Materiality and the False Claims Act
The False Claims Act (FCA) defines “material” as “having a natural tendency to influence, or be capable of influencing, the payment or receipt of money or property.” 31 U.S.C. § 3729(b)(4). In United States ex rel. Escobar v. Universal Health Servs., Inc., the Supreme Court articulated the following factors to determine materiality, with no one factor being necessarily dispositive:
- whether compliance with a statute is a condition of payment;
- whether the violation goes to “the essence of the bargain” or is “minor or insubstantial”;
- whether the government consistently pays or refuses to pay claims when it has knowledge of similar violations; and
- whether the government would likely refuse payment had it known of the regulatory violations.
The Escobar Court noted:
The materiality standard is demanding. The False Claims Act is not “an all-purpose antifraud statute,” Allison Engine, 553 U.S., at 672, 128 S.Ct. 2123 or a vehicle for punishing garden-variety breaches of contract or regulatory violations. A misrepresentation cannot be deemed material merely because the Government designates compliance with a particular statutory, regulatory, or contractual requirement as a condition of payment. Nor is it sufficient for a finding of materiality that the Government would have the option to decline to pay if it knew of the defendant’s noncompliance. Materiality, in addition, cannot be found where noncompliance is minor or insubstantial . . . when evaluating materiality under the False Claims Act, the Government’s decision to expressly identify a provision as a condition of payment is relevant, but not automatically dispositive. Likewise, proof of materiality can include, but is not necessarily limited to, evidence that the defendant knows that the Government consistently refuses to pay claims in the mine run of cases based on noncompliance with the particular statutory, regulatory, or contractual requirement. Conversely, if the Government pays a particular claim in full despite its actual knowledge that certain requirements were violated, that is very strong evidence that those requirements are not material. Or, if the Government regularly pays a particular type of claim in full despite actual knowledge that certain requirements were violated, and has signaled no change in position, that is strong evidence that the requirements are not material.

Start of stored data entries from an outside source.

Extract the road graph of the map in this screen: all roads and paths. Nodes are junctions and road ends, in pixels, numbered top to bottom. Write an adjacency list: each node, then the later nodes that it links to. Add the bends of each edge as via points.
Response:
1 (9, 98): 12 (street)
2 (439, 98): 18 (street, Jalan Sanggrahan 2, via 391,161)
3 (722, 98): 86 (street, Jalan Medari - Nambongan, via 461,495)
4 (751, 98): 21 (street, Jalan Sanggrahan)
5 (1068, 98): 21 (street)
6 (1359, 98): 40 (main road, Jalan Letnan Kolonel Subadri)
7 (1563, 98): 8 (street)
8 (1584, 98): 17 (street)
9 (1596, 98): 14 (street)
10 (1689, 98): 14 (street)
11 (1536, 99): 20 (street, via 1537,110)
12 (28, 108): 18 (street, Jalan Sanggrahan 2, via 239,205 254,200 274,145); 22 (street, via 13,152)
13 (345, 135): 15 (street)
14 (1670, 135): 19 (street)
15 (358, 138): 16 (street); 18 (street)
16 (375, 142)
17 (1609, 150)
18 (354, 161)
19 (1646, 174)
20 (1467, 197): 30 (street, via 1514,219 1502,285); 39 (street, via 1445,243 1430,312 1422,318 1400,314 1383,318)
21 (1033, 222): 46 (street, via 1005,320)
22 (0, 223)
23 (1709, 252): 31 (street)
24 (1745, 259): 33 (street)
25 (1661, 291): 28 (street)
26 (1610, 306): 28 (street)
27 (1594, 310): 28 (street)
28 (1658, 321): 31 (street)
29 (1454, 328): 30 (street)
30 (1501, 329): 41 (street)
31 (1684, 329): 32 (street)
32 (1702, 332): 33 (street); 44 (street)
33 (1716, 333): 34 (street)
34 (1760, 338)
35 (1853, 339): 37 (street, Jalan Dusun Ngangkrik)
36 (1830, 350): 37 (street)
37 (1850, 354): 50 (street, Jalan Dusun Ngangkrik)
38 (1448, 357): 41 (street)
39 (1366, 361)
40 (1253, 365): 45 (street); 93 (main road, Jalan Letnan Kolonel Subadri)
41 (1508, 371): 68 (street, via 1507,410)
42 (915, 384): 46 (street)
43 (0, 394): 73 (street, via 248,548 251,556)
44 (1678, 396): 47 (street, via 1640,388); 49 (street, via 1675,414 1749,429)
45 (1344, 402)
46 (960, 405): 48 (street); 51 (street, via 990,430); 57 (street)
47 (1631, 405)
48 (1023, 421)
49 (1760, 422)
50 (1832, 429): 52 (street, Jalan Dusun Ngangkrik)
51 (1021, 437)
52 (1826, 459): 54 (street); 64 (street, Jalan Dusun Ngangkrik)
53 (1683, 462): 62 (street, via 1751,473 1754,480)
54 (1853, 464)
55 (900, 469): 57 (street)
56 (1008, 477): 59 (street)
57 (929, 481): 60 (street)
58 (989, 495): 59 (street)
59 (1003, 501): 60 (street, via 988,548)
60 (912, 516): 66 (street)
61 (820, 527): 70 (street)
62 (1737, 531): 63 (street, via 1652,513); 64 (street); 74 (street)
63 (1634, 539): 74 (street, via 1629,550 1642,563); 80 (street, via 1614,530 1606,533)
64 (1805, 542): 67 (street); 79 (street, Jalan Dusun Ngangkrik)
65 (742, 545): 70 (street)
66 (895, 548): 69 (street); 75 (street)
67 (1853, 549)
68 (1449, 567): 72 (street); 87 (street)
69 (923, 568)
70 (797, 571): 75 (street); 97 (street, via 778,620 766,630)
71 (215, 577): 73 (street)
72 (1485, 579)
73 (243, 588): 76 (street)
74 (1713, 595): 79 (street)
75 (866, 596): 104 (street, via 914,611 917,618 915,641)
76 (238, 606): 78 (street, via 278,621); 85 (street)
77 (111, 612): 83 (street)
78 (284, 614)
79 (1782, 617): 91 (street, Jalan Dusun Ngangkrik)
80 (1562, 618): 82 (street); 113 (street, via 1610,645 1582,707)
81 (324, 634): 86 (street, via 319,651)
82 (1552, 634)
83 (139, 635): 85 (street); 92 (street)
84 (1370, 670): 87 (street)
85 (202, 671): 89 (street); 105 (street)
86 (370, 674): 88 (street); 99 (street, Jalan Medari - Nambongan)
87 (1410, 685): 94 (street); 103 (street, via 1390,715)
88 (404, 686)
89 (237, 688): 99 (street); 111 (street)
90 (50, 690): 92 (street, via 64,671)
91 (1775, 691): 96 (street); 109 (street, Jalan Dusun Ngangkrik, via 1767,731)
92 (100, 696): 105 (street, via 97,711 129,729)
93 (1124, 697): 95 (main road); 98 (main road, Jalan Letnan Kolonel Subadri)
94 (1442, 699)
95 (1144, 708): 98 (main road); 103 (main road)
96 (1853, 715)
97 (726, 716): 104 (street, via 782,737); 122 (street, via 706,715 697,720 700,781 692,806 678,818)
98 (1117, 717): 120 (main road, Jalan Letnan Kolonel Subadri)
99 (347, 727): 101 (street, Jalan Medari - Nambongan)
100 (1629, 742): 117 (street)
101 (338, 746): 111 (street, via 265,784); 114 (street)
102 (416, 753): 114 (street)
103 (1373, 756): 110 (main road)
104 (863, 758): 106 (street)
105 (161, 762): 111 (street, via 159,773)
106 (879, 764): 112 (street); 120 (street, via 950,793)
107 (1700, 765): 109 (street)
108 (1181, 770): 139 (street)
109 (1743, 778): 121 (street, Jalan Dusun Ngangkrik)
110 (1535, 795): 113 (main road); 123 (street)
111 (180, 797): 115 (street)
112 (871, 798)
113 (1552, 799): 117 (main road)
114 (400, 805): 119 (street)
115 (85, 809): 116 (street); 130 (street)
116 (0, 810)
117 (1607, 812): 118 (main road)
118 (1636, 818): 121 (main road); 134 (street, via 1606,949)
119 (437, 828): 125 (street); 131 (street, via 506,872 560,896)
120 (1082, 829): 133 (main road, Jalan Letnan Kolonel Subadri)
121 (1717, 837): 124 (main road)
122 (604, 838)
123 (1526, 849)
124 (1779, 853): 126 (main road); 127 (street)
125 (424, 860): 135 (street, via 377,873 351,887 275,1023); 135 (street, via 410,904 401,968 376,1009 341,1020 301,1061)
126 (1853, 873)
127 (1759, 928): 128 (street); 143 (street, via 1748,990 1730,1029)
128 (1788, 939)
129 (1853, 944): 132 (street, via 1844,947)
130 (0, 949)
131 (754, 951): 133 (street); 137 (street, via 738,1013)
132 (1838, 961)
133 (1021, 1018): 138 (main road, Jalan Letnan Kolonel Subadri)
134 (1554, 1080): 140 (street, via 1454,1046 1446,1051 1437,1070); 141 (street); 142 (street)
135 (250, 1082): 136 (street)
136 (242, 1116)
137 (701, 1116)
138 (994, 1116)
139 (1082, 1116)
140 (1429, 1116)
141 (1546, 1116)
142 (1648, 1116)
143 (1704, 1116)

Escobar, 136 S.Ct. at 2003-04.
Examples of Material False Claims
Examples of material false claims include:
- A drug company Seeking and obtaining payment for off-label uses of certain drugs. See U.S. ex rel. Brown v. Celgene Corp., 226 F. Supp. 3d 1032 (C.D. Cal. 2016).
- A private security company submitting false weapons qualifications for the services of protective services personnel who had not fulfilled the required weapons training. United States ex rel. Beauchamp v. Academi Training Center, Inc., 220 F. Supp. 3d 676 (E.D. Va. 2016).
Note that the federal government’s payment of a claim after it learns of untruthful certifications or attestations about compliance with regulatory or contractual duties is not a shield from liability. See Campie v. Gilead Sciences, Inc., 862 F.3d 890, 906 (9th Cir. 2017).